[Collected data entries]
========
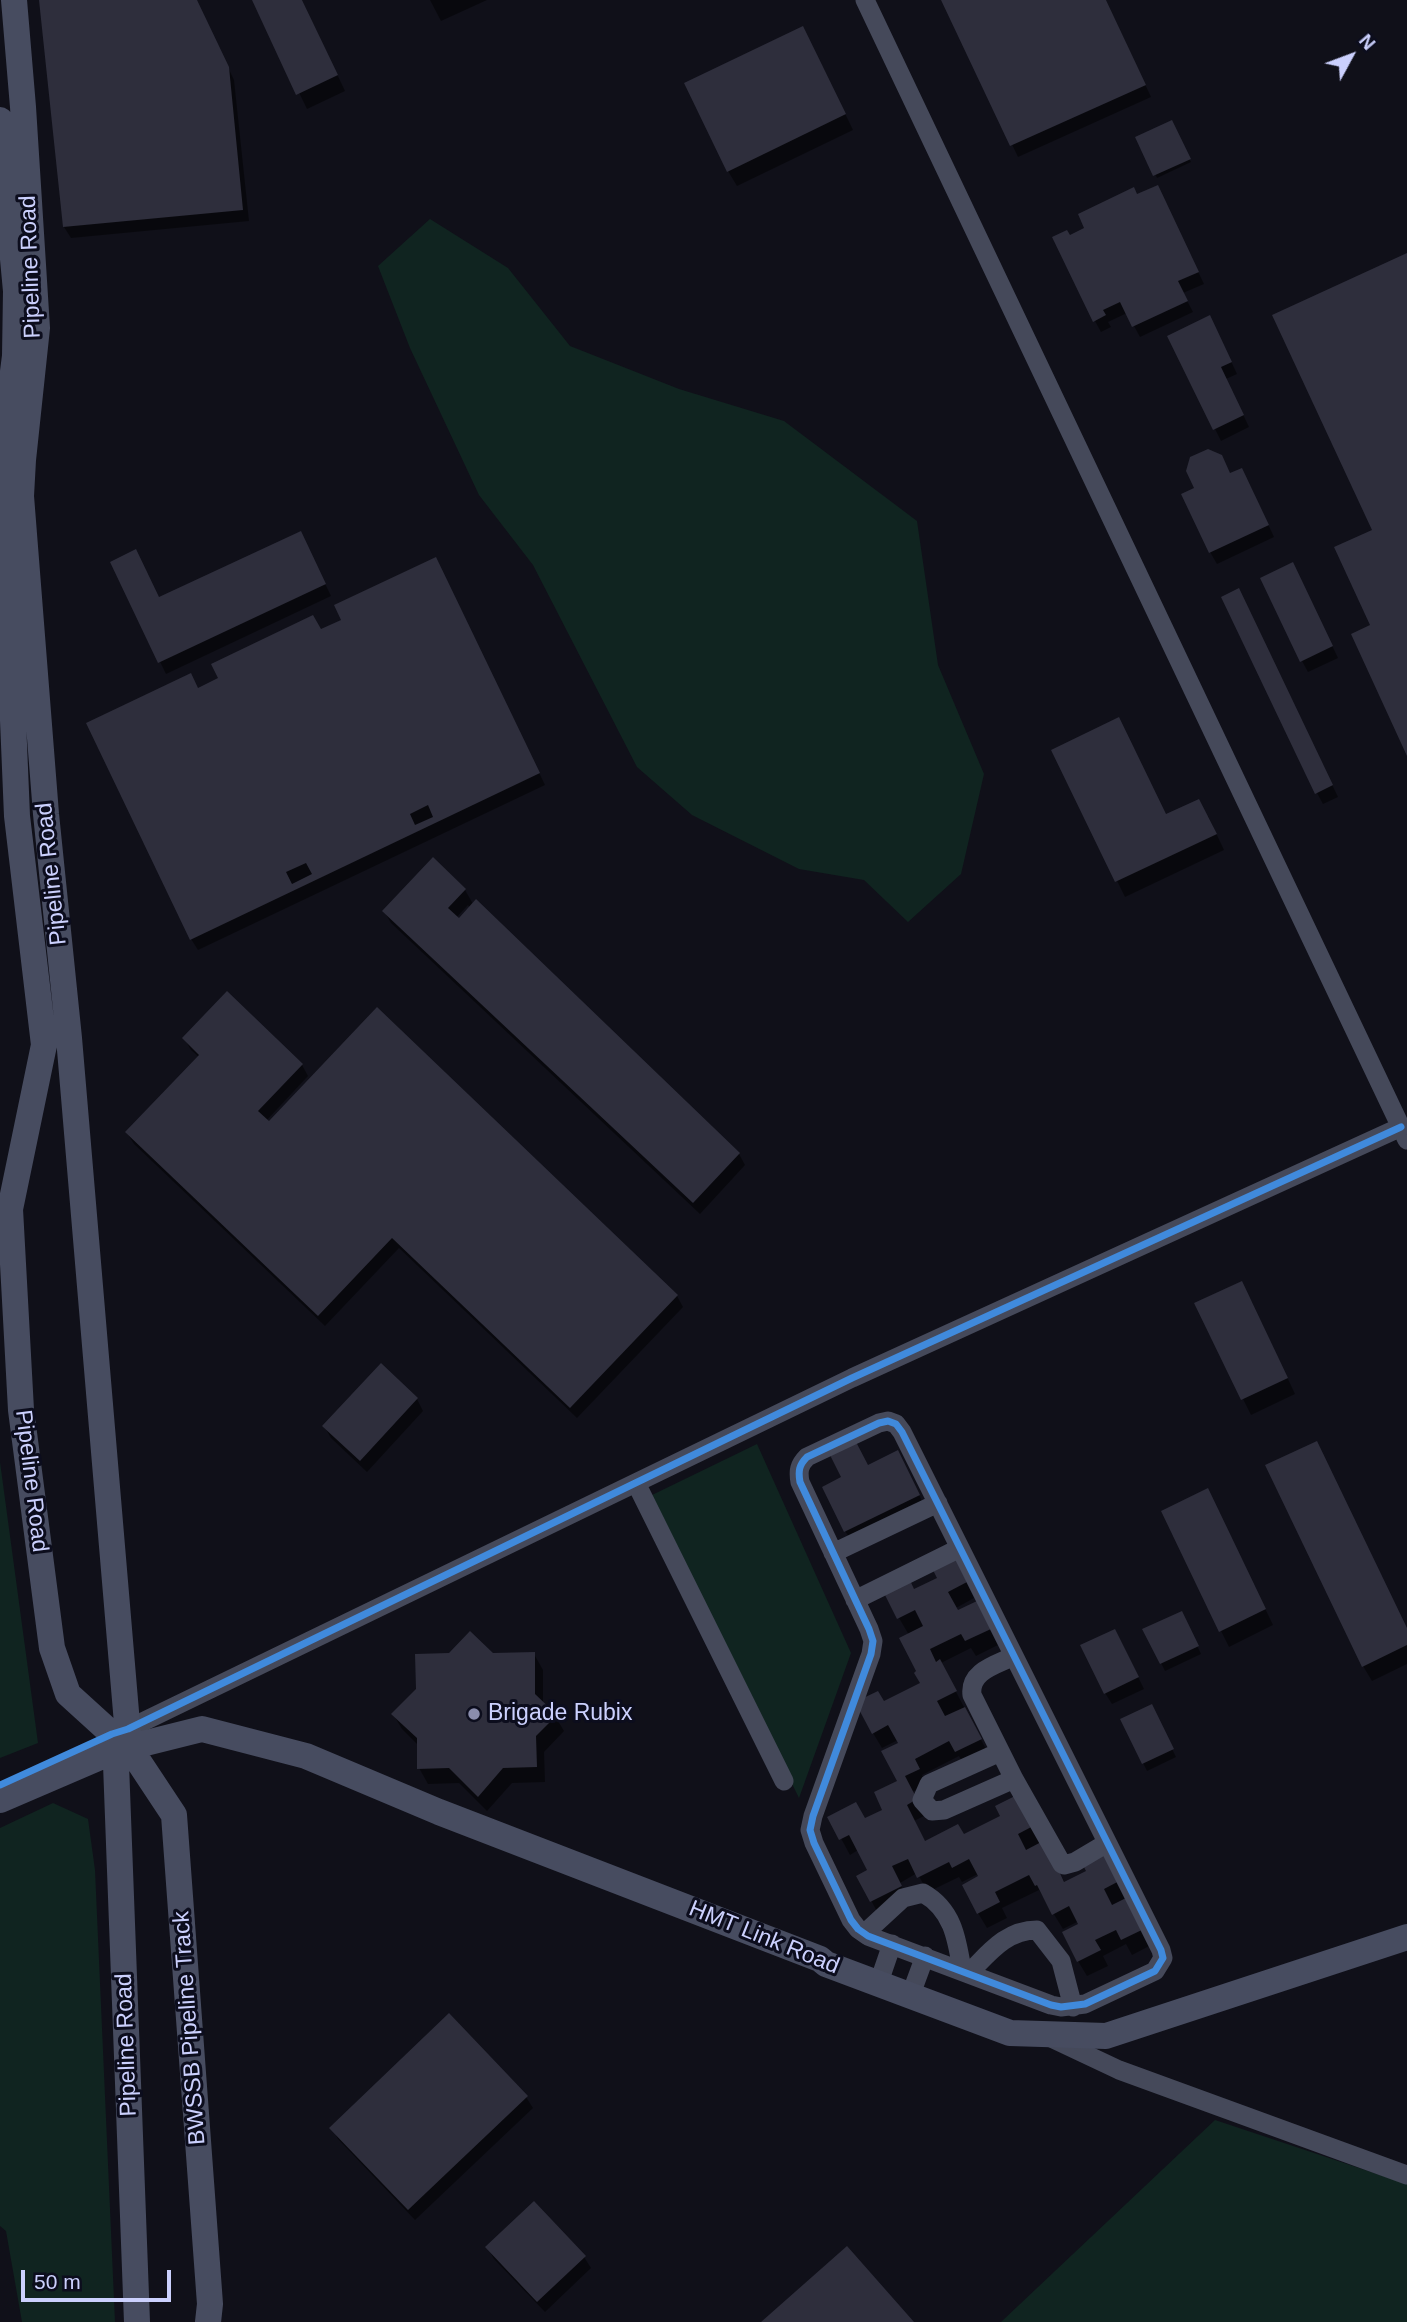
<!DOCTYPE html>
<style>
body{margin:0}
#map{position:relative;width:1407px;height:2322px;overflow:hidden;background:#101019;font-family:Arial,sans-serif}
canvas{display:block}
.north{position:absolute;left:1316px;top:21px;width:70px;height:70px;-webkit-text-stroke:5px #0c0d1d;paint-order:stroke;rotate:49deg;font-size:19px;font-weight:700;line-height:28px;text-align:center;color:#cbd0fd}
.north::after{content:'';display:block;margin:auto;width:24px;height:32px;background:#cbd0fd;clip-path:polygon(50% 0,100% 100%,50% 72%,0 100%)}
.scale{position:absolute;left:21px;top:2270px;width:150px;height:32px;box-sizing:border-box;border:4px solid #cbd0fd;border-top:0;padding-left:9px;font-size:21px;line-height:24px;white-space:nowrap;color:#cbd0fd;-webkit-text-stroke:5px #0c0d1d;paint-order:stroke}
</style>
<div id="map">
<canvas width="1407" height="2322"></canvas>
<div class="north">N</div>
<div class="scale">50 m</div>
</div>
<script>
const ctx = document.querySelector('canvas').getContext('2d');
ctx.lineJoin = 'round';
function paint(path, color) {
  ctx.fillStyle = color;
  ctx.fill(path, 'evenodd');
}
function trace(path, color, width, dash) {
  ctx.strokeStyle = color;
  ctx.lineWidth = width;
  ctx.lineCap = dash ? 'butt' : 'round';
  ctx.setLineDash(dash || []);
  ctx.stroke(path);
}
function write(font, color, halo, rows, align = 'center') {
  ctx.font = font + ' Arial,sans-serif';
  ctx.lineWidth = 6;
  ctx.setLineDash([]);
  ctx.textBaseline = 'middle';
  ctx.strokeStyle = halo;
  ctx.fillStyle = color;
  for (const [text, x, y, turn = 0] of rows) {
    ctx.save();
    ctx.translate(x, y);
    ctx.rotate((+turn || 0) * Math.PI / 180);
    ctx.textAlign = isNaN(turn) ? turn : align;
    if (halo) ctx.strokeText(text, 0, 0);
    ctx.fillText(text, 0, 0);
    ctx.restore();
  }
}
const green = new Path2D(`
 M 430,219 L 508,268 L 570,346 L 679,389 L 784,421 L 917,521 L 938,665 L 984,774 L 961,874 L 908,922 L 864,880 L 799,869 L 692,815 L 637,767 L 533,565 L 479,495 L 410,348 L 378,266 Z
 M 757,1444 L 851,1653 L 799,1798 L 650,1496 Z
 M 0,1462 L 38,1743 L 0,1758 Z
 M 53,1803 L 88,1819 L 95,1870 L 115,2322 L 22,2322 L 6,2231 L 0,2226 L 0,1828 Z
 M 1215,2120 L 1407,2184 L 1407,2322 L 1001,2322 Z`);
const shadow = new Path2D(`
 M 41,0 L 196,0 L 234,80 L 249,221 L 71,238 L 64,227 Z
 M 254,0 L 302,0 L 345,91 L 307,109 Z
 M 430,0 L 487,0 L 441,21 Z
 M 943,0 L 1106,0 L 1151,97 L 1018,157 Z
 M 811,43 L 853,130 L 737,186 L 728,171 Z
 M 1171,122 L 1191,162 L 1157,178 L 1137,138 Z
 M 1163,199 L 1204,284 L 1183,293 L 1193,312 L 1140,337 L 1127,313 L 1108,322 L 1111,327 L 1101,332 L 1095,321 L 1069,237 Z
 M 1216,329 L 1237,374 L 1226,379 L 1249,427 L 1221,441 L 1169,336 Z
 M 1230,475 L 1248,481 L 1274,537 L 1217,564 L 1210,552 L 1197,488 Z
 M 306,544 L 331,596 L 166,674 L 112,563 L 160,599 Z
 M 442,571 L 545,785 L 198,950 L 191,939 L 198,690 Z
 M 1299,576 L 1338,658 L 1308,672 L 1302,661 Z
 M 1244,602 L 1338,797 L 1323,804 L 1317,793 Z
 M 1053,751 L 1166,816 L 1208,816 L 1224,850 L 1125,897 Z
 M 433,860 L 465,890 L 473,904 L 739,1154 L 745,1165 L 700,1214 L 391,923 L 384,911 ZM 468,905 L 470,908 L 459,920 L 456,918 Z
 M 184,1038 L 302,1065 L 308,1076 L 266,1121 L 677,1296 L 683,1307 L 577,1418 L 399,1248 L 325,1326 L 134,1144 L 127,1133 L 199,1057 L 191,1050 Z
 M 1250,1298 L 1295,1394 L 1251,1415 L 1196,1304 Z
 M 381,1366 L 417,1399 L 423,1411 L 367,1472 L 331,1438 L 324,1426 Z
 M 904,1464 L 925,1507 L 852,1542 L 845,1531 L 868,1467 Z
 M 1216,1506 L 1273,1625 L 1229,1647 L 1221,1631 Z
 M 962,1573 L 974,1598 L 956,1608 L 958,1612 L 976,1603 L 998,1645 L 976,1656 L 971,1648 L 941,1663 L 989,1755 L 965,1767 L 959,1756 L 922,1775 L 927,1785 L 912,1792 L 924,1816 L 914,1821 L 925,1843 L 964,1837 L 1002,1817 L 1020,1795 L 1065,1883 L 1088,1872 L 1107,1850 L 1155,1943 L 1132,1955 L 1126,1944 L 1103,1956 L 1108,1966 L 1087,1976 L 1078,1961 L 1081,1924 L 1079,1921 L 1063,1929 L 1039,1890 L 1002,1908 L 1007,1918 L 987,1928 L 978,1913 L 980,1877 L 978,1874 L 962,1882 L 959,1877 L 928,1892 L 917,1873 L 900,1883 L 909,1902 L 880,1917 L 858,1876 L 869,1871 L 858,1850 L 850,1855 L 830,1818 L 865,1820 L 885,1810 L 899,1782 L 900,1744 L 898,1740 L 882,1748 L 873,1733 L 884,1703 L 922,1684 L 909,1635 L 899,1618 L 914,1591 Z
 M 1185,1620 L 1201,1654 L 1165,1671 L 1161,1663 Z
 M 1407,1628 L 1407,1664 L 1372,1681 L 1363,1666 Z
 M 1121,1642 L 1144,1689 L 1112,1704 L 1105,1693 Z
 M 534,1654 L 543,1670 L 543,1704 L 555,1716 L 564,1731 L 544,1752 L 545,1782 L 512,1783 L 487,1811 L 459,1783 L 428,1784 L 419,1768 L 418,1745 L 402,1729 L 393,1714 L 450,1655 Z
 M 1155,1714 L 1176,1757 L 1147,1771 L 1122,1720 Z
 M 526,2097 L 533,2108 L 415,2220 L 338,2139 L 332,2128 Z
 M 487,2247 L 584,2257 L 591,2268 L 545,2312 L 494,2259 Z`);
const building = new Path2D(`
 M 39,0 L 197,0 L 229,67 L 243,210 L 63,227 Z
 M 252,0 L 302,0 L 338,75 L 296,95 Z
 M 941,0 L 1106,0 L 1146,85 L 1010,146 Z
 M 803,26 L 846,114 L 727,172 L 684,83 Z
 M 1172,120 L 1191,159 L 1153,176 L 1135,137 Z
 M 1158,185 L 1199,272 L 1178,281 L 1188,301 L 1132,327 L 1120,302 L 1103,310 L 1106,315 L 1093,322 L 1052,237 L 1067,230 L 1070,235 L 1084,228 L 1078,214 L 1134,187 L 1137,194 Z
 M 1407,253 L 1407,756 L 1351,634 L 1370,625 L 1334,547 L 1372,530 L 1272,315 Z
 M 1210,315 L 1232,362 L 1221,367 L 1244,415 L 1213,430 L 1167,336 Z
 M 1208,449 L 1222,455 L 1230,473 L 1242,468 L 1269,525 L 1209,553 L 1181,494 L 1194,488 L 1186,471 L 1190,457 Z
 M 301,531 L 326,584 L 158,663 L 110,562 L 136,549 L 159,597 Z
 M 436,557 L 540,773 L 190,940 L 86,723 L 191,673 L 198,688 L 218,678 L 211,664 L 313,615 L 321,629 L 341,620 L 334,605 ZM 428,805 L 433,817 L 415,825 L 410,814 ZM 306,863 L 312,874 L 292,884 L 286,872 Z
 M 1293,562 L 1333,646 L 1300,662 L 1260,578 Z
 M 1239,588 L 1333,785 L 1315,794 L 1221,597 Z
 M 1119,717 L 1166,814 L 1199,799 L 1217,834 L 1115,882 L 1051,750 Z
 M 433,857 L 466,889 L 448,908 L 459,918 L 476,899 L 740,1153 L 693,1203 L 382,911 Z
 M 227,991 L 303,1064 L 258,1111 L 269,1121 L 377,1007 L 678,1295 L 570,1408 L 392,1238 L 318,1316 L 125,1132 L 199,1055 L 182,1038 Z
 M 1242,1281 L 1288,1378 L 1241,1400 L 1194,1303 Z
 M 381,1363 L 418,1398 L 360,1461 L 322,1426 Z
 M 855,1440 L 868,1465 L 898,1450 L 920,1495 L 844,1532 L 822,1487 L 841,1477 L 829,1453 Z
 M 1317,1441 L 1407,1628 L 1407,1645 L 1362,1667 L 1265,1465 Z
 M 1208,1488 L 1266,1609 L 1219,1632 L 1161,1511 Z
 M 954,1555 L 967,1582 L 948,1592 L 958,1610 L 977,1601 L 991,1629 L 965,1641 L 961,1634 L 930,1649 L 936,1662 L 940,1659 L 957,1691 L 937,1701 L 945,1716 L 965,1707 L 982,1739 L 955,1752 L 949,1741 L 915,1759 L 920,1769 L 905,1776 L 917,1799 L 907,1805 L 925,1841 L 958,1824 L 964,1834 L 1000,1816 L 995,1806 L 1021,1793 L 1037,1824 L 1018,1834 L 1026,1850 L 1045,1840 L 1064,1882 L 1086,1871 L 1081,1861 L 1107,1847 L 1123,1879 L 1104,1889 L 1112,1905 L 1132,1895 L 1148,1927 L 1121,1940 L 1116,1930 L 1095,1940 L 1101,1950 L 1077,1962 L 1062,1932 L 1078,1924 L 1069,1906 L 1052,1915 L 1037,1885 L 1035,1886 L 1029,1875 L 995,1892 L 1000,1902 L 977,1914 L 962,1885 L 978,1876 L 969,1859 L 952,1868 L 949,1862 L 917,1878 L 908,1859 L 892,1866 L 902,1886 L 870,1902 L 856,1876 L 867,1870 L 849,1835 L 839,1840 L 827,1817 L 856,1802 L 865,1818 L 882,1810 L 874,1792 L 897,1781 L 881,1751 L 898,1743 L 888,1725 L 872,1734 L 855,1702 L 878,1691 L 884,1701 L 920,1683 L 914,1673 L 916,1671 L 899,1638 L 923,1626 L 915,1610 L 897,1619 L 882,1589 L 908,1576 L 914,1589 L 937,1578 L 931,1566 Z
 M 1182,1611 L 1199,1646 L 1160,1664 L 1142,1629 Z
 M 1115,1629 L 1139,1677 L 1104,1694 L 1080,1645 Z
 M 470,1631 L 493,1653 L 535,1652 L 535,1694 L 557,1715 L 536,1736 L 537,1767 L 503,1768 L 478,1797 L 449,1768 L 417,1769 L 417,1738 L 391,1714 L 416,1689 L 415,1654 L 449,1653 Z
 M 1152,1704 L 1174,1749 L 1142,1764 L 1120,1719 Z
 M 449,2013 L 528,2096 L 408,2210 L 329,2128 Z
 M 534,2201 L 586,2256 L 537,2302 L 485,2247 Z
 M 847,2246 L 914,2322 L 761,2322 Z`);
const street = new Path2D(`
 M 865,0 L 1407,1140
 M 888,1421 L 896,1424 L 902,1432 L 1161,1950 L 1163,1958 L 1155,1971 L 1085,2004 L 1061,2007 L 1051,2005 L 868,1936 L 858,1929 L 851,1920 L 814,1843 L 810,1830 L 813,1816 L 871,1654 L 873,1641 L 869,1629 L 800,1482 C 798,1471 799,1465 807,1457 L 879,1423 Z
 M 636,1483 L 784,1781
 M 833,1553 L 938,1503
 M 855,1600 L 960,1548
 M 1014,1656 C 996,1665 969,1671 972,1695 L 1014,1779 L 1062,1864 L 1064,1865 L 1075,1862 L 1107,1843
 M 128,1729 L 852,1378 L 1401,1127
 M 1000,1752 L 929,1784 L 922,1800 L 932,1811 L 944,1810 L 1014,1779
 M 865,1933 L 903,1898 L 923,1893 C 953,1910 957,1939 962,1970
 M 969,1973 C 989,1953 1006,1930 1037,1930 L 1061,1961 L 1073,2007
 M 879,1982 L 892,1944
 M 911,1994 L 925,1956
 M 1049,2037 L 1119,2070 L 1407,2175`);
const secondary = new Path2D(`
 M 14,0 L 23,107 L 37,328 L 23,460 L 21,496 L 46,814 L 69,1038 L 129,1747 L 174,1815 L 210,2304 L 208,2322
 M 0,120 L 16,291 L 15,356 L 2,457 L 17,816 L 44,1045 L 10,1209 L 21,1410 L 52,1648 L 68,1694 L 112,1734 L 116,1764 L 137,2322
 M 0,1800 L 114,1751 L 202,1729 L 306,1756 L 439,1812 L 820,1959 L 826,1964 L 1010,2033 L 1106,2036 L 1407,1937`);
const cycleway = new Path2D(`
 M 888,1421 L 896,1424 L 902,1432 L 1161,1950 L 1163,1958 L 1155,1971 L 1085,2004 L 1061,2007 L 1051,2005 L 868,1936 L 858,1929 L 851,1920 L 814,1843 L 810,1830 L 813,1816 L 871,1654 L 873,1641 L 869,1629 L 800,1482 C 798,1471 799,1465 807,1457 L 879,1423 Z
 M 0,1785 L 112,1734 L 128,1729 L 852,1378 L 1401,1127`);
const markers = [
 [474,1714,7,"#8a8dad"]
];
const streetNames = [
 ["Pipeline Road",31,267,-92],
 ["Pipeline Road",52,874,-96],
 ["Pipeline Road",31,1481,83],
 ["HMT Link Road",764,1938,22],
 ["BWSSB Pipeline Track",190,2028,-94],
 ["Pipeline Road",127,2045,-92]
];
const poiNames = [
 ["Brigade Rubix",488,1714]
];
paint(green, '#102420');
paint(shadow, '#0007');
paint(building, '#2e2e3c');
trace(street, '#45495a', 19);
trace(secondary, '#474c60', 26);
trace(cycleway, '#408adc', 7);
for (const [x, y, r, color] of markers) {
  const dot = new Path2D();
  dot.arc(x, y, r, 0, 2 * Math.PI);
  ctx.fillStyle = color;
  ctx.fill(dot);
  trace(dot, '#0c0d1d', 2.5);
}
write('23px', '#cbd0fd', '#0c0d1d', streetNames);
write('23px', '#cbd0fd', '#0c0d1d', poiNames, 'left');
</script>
========
[Activity] Wherever a line holds the word "halo", copy that line out of the entries above.

[Your solution]
function write(font, color, halo, rows, align = 'center') {
  ctx.strokeStyle = halo;
    if (halo) ctx.strokeText(text, 0, 0);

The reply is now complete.